樹だけではない、各自の持つ武装、それらが皹割れてゆく。
◆
息が詰まる。絶叫したいほどの痛みが走る。
魂が肉体から離れかかっているとイメージするほど全身から力が抜けていく。
櫻井戒は最低でも鎖に捕らわれないように意識を保つも戦闘自体が困難な状況に陥った。
理由は聖遺物の破損。聖遺物と魂が繋がっている黒円卓の者共は聖遺物が壊されれば死ぬ。
半壊であってもただでは済まない。現に戒は激痛に加え、所々に裂傷を負い、血を流している。
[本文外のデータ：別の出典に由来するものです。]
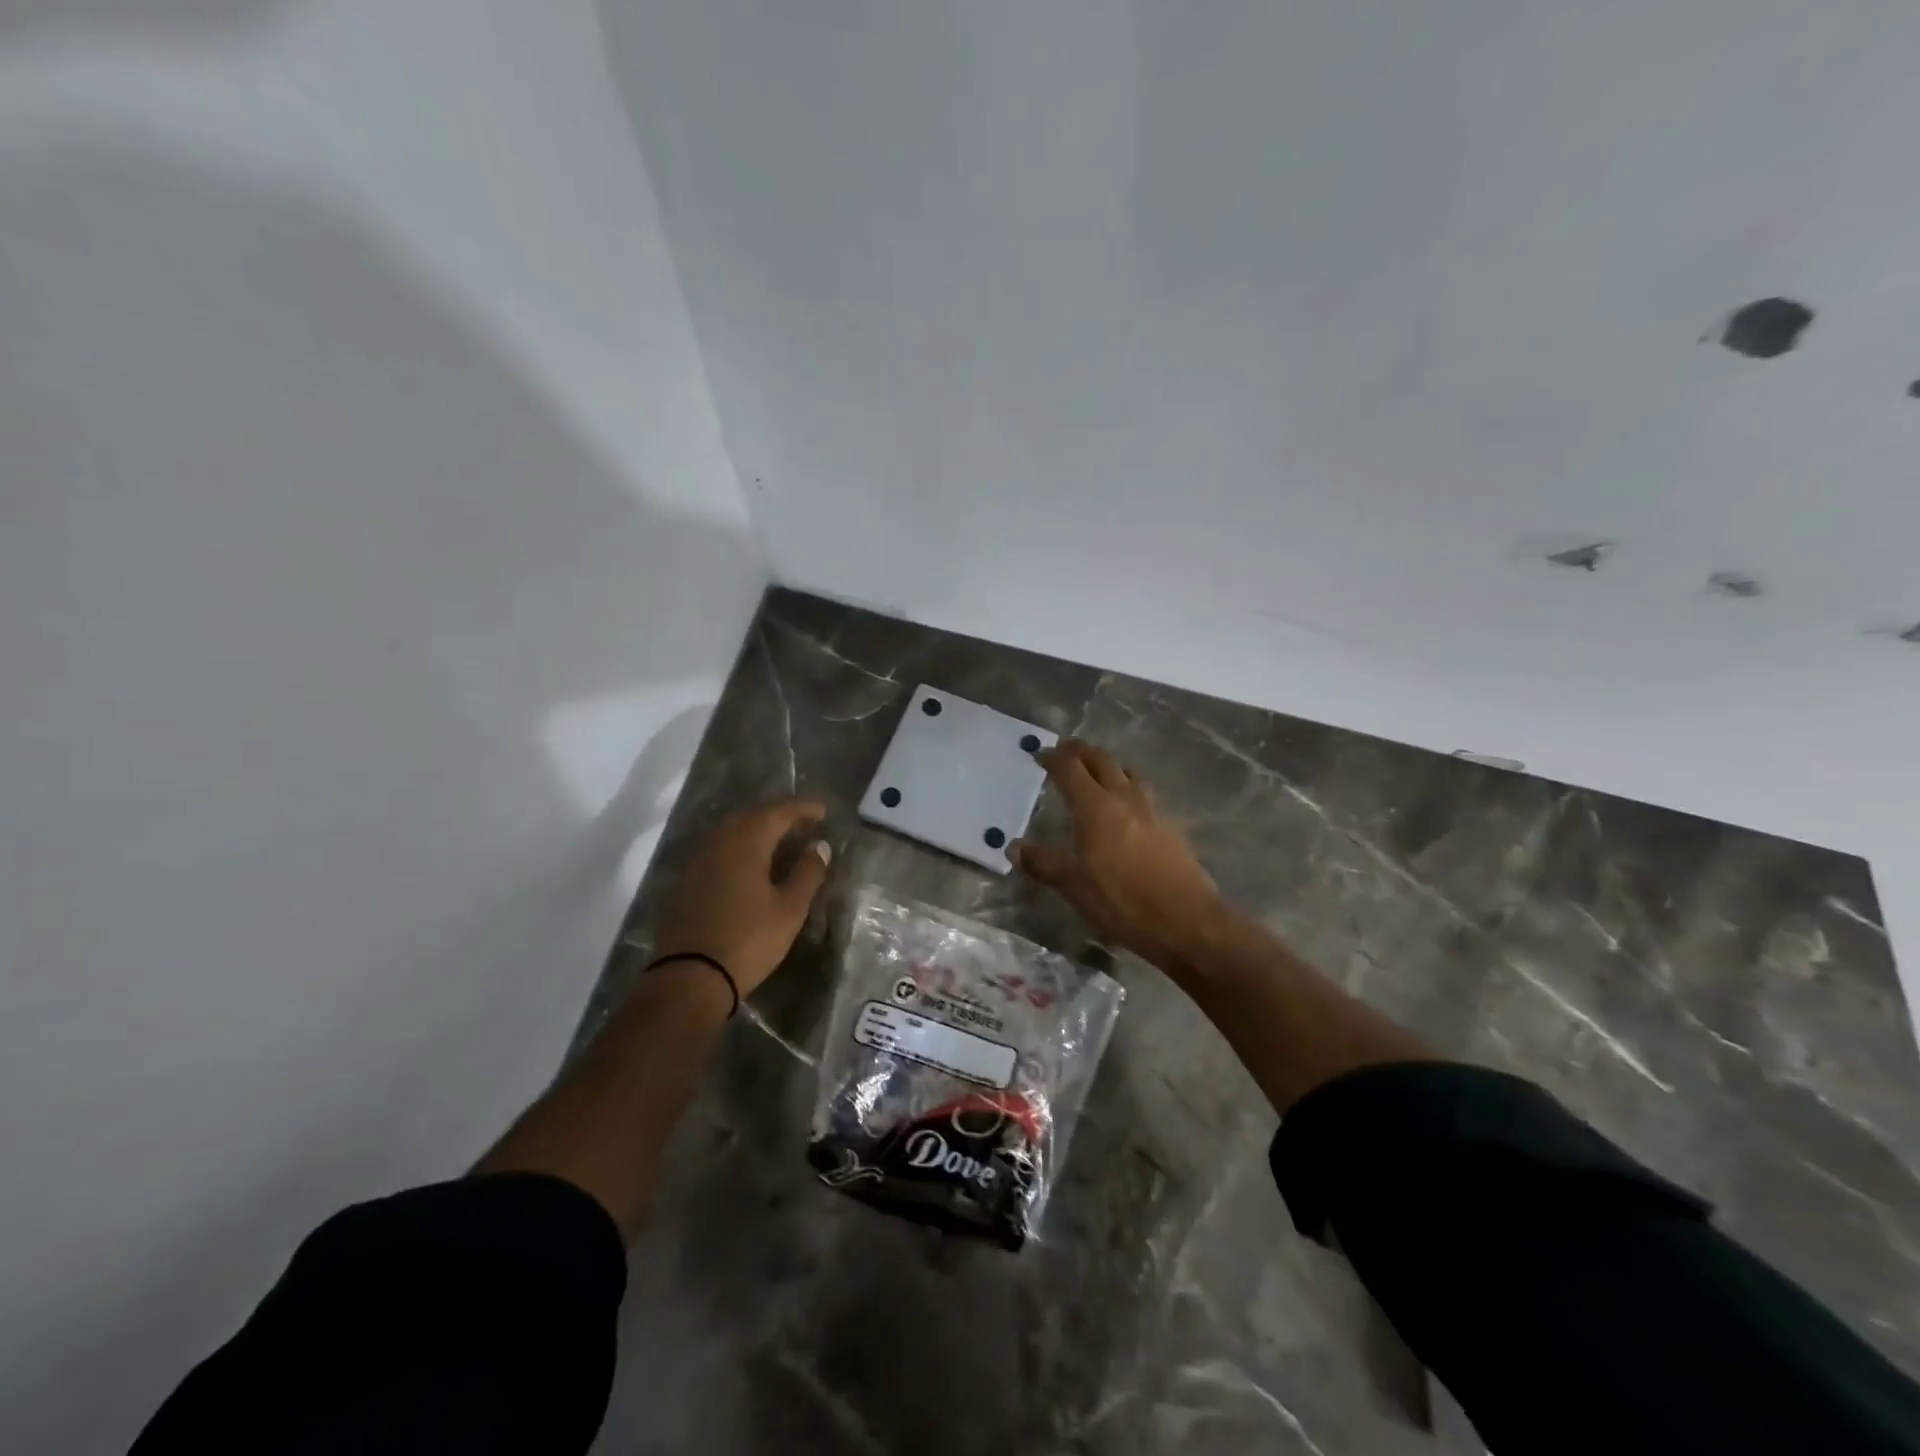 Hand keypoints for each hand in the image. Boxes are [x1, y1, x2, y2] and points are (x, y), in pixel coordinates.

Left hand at [654, 799, 832, 998]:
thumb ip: (807, 873)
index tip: (823, 811)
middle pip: (751, 815)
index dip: (802, 809)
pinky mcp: (687, 881)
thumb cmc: (749, 941)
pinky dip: (739, 845)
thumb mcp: (789, 909)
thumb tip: (819, 846)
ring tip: (780, 838)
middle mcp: (719, 843)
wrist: (690, 978)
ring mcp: (698, 861)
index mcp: (746, 843)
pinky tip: (750, 861)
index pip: (778, 812)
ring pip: (731, 831)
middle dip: (778, 814)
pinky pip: (718, 848)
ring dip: (757, 828)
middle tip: (803, 822)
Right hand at [1013, 740, 1227, 975]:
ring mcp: (1153, 810)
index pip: (1071, 769)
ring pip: (1128, 772)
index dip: (1054, 758)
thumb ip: (1043, 862)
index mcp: (1096, 808)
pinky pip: (1145, 793)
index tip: (1041, 754)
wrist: (1187, 921)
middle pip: (1102, 761)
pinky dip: (1129, 786)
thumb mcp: (1074, 886)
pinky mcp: (1172, 826)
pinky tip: (1127, 805)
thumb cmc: (1123, 901)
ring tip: (1098, 770)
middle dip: (1081, 752)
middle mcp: (1125, 799)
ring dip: (1109, 765)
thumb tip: (1013, 846)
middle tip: (1066, 750)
何が起きたのか。周りを見回せば盾がひび割れたもの、花輪に目を向けるもの。武器を捨てて素手で鎖と格闘するもの。
肉体的損傷を受けているのは自分だけ。
故に敵の能力を理解した。
「範囲武器破壊能力……これほど厄介とは……」
加えてステータスの低下効果もあるらしい。鎖が絡み付いたら最後、今の自分では鎖を引きちぎれないだろう。
◆
アレクサンドル・ラスコーリニコフも同じくして苦悶に苛まされている。
心臓代わりの永久機関が機能不全に陥っているのだから当然だろう。
血流が不規則に流れ、視界の明度も安定しない。
輝装もひび割れ、力がろくに発揮できない。
戦略的撤退の文字が脳髄を掠める。
決して間違いではないが、退いた後に対策が立てられなければ広がった赤い海の中央にいる敵には二度と近寄れないだろう。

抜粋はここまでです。